Stored items:
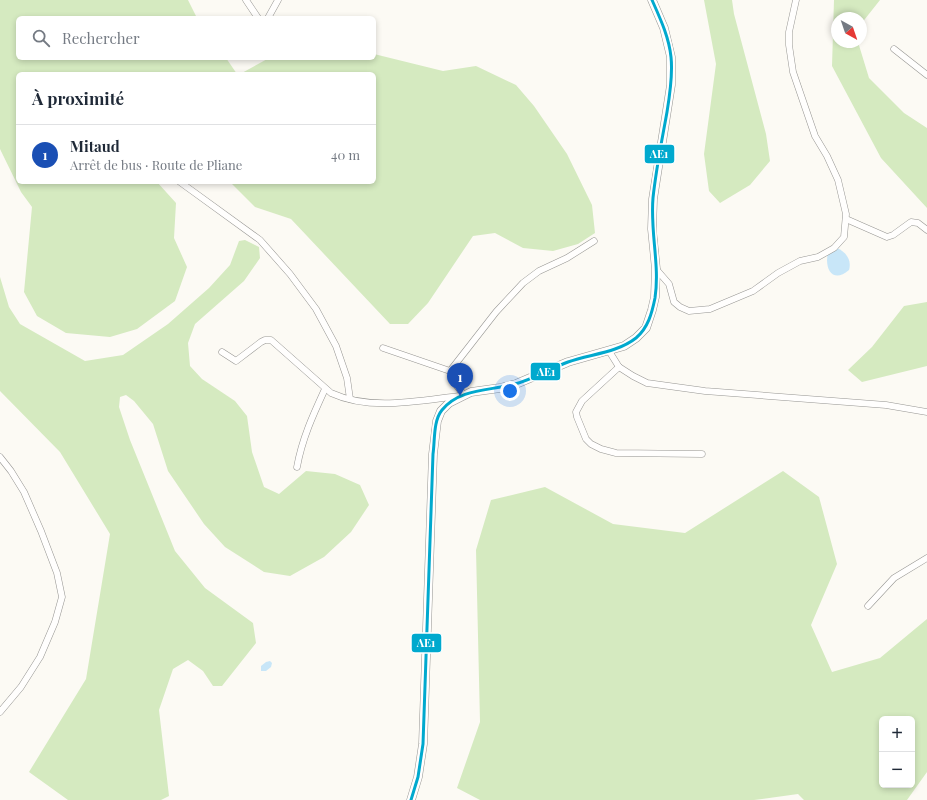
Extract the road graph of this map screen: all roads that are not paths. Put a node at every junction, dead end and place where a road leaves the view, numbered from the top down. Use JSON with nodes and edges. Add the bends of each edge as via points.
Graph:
{"nodes":[{"id":1,"x":246,"y":0,"type":"edge"},
{"id":2,"x":278,"y":0,"type":"edge"},
{"id":3,"x":652,"y":0,"type":"edge"},
{"id":4,"x":796,"y":0,"type":"edge"},
{"id":5,"x":257,"y":16,"type":"edge"},
{"id":6,"x":269,"y":16,"type":"edge"},
{"id":7,"x":894,"y":49,"type":"dead end"},
{"id":8,"x":927,"y":75,"type":"edge"},
{"id":9,"x":183,"y":184,"type":"edge"},
{"id":10,"x":846,"y":219,"type":"junction"},
{"id":11,"x":927,"y":230,"type":"edge"},
{"id":12,"x":594,"y":241,"type":"dead end"},
{"id":13,"x":656,"y":270,"type":"junction"},
{"id":14,"x":382,"y":348,"type":"dead end"},
{"id":15,"x":609,"y":351,"type":"junction"},
{"id":16,"x":222,"y":352,"type":"dead end"},
{"id":17,"x":619,"y":367,"type":"junction"},
{"id":18,"x":450,"y":371,"type":"junction"},
{"id":19,"x":325,"y":390,"type":"junction"},
{"id":20,"x":462,"y":395,"type":"junction"},
{"id":21,"x":350,"y":399,"type":"junction"},
{"id":22,"x":927,"y":412,"type":"edge"},
{"id":23,"x":702,"y":454,"type":"dead end"},
{"id":24,"x":0,"y":458,"type":"edge"},
{"id":25,"x":297,"y":467,"type":"dead end"},
{"id":26,"x":927,"y":558,"type":"edge"},
{"id":27,"x":868,"y":606,"type":"dead end"},
{"id":28,"x":0,"y":712,"type":"edge"},
{"id":29,"x":411,"y":800,"type":"edge"}],
"edges":[{"from":1,"to":5,"type":"street"},
{"from":2,"to":6,"type":"street"},
{"from":3,"to":13,"type":"street","via":[[664,28],[671,57],[671,86],[653,199],[652,228]]},
{"from":4,"to":10,"type":"street","via":[[789,32],[793,72],[814,136],[838,180]]},
{"from":7,"to":8,"type":"street"},
{"from":9,"to":21,"type":"street","via":[[260,240],[290,274],[316,309],[336,346],[347,378]]},
{"from":10,"to":11,"type":"street","via":[[887,237],[911,222],[918,223]]},
{"from":10,"to":13,"type":"street","via":[[844,237],[834,248],[818,257],[800,261],[753,291],[710,309],[688,310],[680,307],[674,302],[669,284]]},
{"from":12,"to":18,"type":"street","via":[[539,271],[523,283],[496,312]]},
{"from":13,"to":15,"type":"street","via":[[655,297],[646,328],[624,346]]},
{"from":14,"to":18,"type":"street"},
{"from":15,"to":17,"type":"street"},
{"from":15,"to":20,"type":"street","via":[[568,362],[516,384]]},
{"from":16,"to":19,"type":"street","via":[[236,361],[261,342],[271,340]]},
{"from":17,"to":22,"type":"street","via":[[647,383],[705,391],[886,405]]},
{"from":17,"to":23,"type":"street","via":[[582,401],[576,412],[586,439],[591,444],[616,454]]},
{"from":18,"to":20,"type":"street"},
{"from":19,"to":21,"type":"street"},
{"from":19,"to":25,"type":"street","via":[[310,421]]},
{"from":20,"to":21,"type":"street","via":[[385,404]]},
{"from":20,"to":29,"type":"street","via":[[449,403],[437,420],[433,454],[423,744],[418,777]]},
{"from":24,"to":28,"type":"street","via":[[24,492],[42,530],[62,597],[55,622],[40,657],[21,687]]},
{"from":26,"to":27,"type":"street","via":[[894,578]]}]}
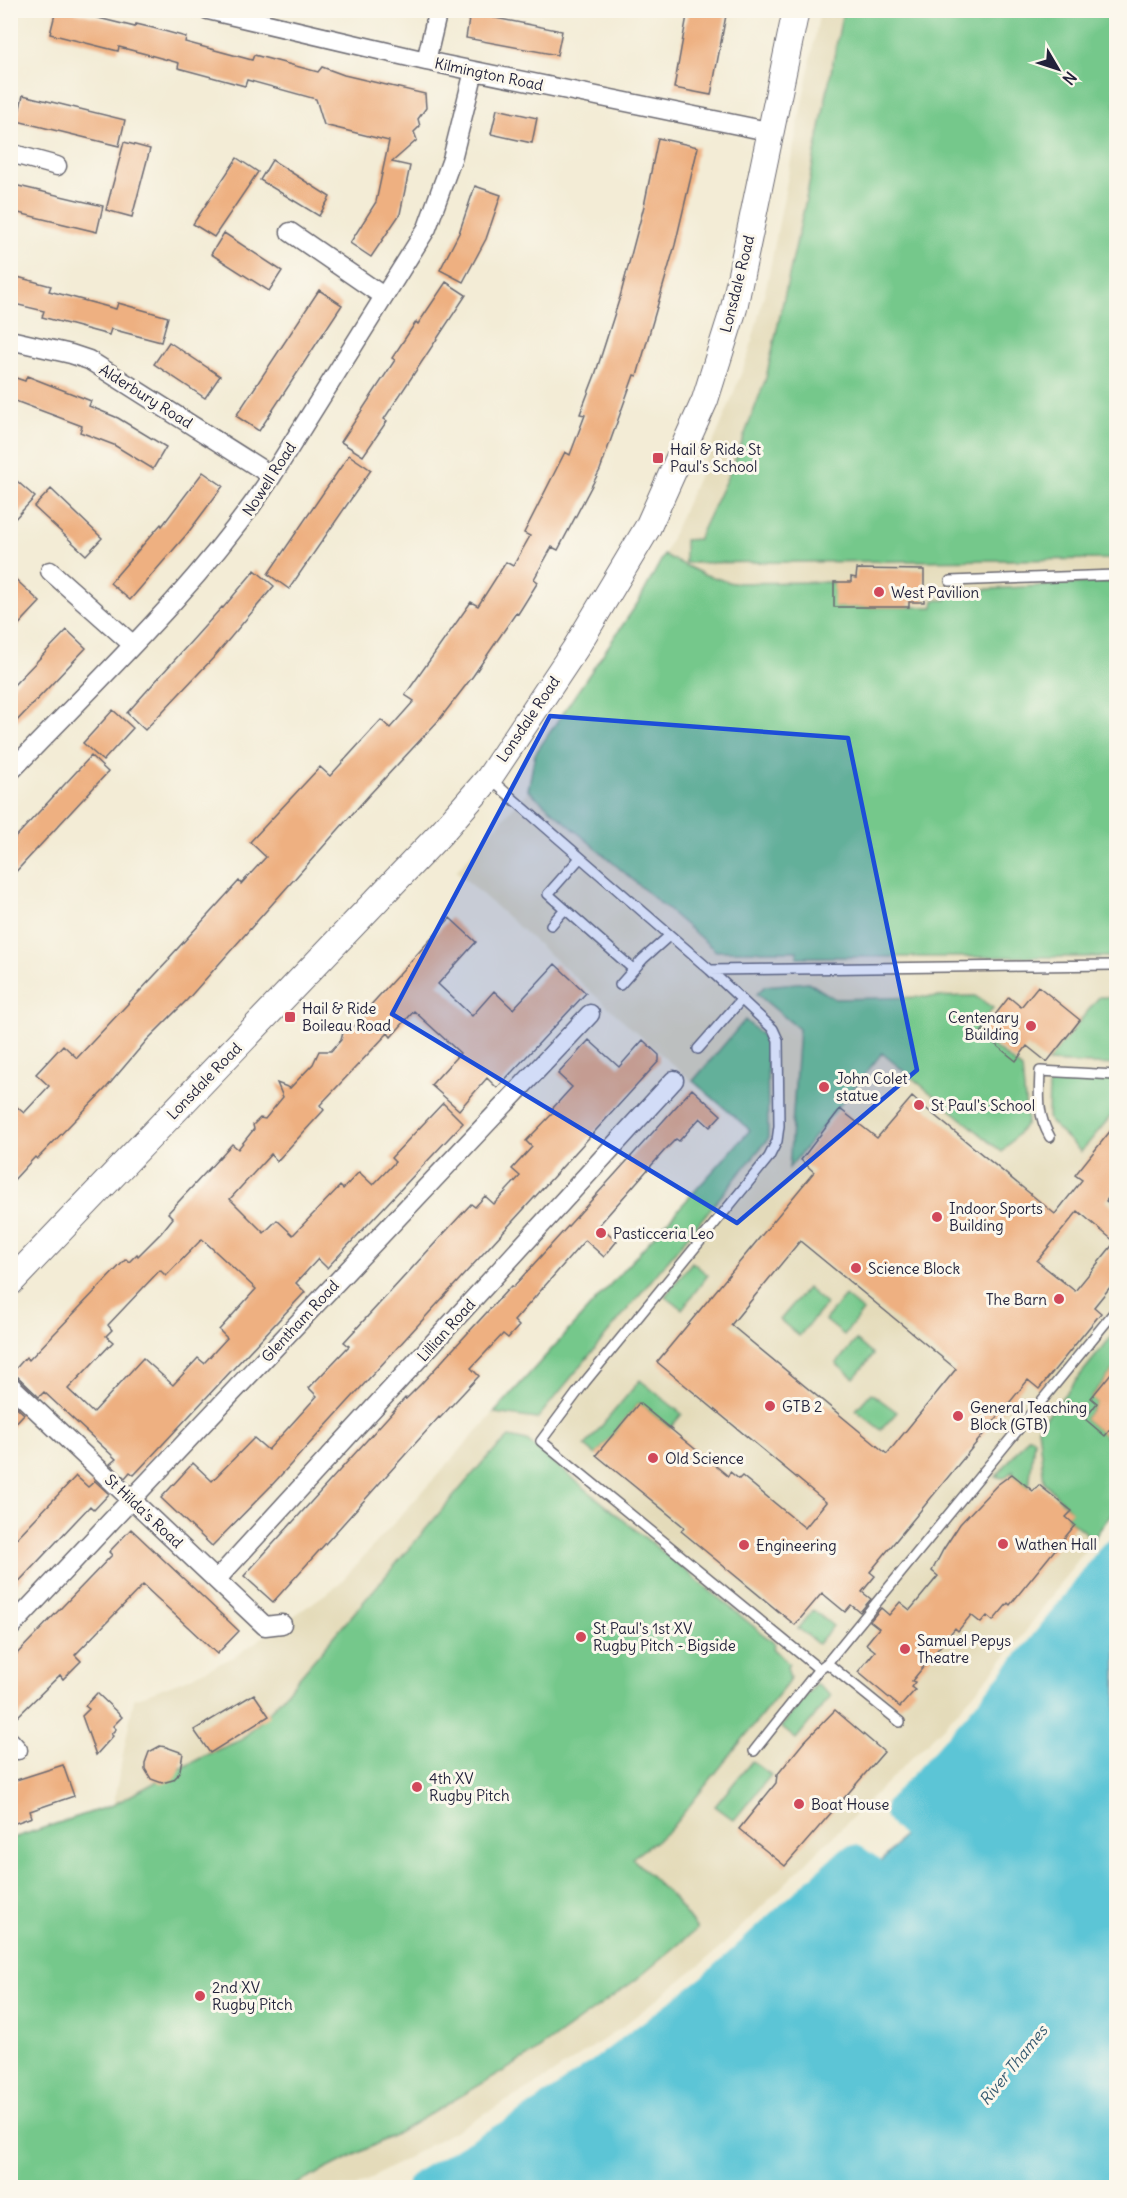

Required work | Output the data above exactly; pictures do not belong in the copy.

Output of the task |
Extract the road graph of this map screen: all roads that are not paths. Put a node at every junction, dead end and place where a road leaves the view, numbered from the top down. Use JSON with nodes and edges. Add the bends of each edge as via points.
Graph:
{"nodes":[{"id":1,"x":246,"y":0,"type":"edge"},
{"id":2,"x":278,"y":0,"type":"edge"},
{"id":3,"x":652,"y":0,"type":"edge"},
{"id":4,"x":796,"y":0,"type":"edge"},
{"id":5,"x":257,"y":16,"type":"edge"},
{"id":6,"x":269,"y":16,"type":"edge"},
{"id":7,"x":894,"y":49,"type":"dead end"},
{"id":8,"x":927,"y":75,"type":"edge"},
{"id":9,"x":183,"y":184,"type":"edge"},
{"id":10,"x":846,"y":219,"type":"junction"},
{"id":11,"x":927,"y":230,"type":"edge"},
{"id":12,"x":594,"y":241,"type":"dead end"},
{"id":13,"x":656,"y":270,"type":"junction"},
{"id":14,"x":382,"y":348,"type":"dead end"},
{"id":15,"x":609,"y":351,"type":"junction"},
{"id":16,"x":222,"y":352,"type":"dead end"},
{"id":17,"x":619,"y":367,"type":"junction"},
{"id":18,"x":450,"y":371,"type":"junction"},
{"id":19,"x":325,"y":390,"type":"junction"},
{"id":20,"x":462,"y":395,"type":"junction"},
{"id":21,"x":350,"y":399,"type":"junction"},
{"id":22,"x":927,"y":412,"type":"edge"},
{"id":23,"x":702,"y":454,"type":"dead end"},
{"id":24,"x":0,"y":458,"type":"edge"},
{"id":25,"x":297,"y":467,"type":"dead end"},
{"id":26,"x":927,"y":558,"type":"edge"},
{"id":27,"x":868,"y":606,"type":"dead end"},
{"id":28,"x":0,"y":712,"type":"edge"},
{"id":29,"x":411,"y":800,"type":"edge"}],
"edges":[{"from":1,"to":5,"type":"street"},
{"from":2,"to":6,"type":"street"},
{"from":3,"to":13,"type":"street","via":[[664,28],[671,57],[671,86],[653,199],[652,228]]},
{"from":4,"to":10,"type":"street","via":[[789,32],[793,72],[814,136],[838,180]]},
{"from":7,"to":8,"type":"street"},
{"from":9,"to":21,"type":"street","via":[[260,240],[290,274],[316,309],[336,346],[347,378]]},
{"from":10,"to":11,"type":"street","via":[[887,237],[911,222],[918,223]]},
{"from":10,"to":13,"type":"street","via":[[844,237],[834,248],[818,257],[800,261],[753,291],[710,309],[688,310],[680,307],[674,302],[669,284]]},
{"from":12,"to":18,"type":"street","via":[[539,271],[523,283],[496,312]]},
{"from":13,"to":15,"type":"street","via":[[655,297],[646,328],[624,346]]},
{"from":14,"to":18,"type":"street"},
{"from":15,"to":17,"type":"street"},
{"from":15,"to":20,"type":"street","via":[[568,362],[516,384]]},
{"from":16,"to":19,"type":"street","via":[[236,361],[261,342],[271,340]]},
{"from":17,"to":22,"type":"street","via":[[647,383],[705,391],[886,405]]},
{"from":17,"to":23,"type":"street","via":[[582,401],[576,412],[586,439],[591,444],[616,454]]},
{"from":18,"to":20,"type":"street"},
{"from":19,"to":21,"type":"street"},
{"from":19,"to":25,"type":"street","via":[[310,421]]},
{"from":20,"to":21,"type":"street","via":[[385,404]]},
{"from":20,"to":29,"type":"street","via":[[449,403],[437,420],[433,454],[423,744],[418,777]]},
{"from":24,"to":28,"type":"street","via":[[24,492],[42,530],[62,597],[55,622],[40,657],[21,687]]},
{"from":26,"to":27,"type":"street","via":[[894,578]]}]}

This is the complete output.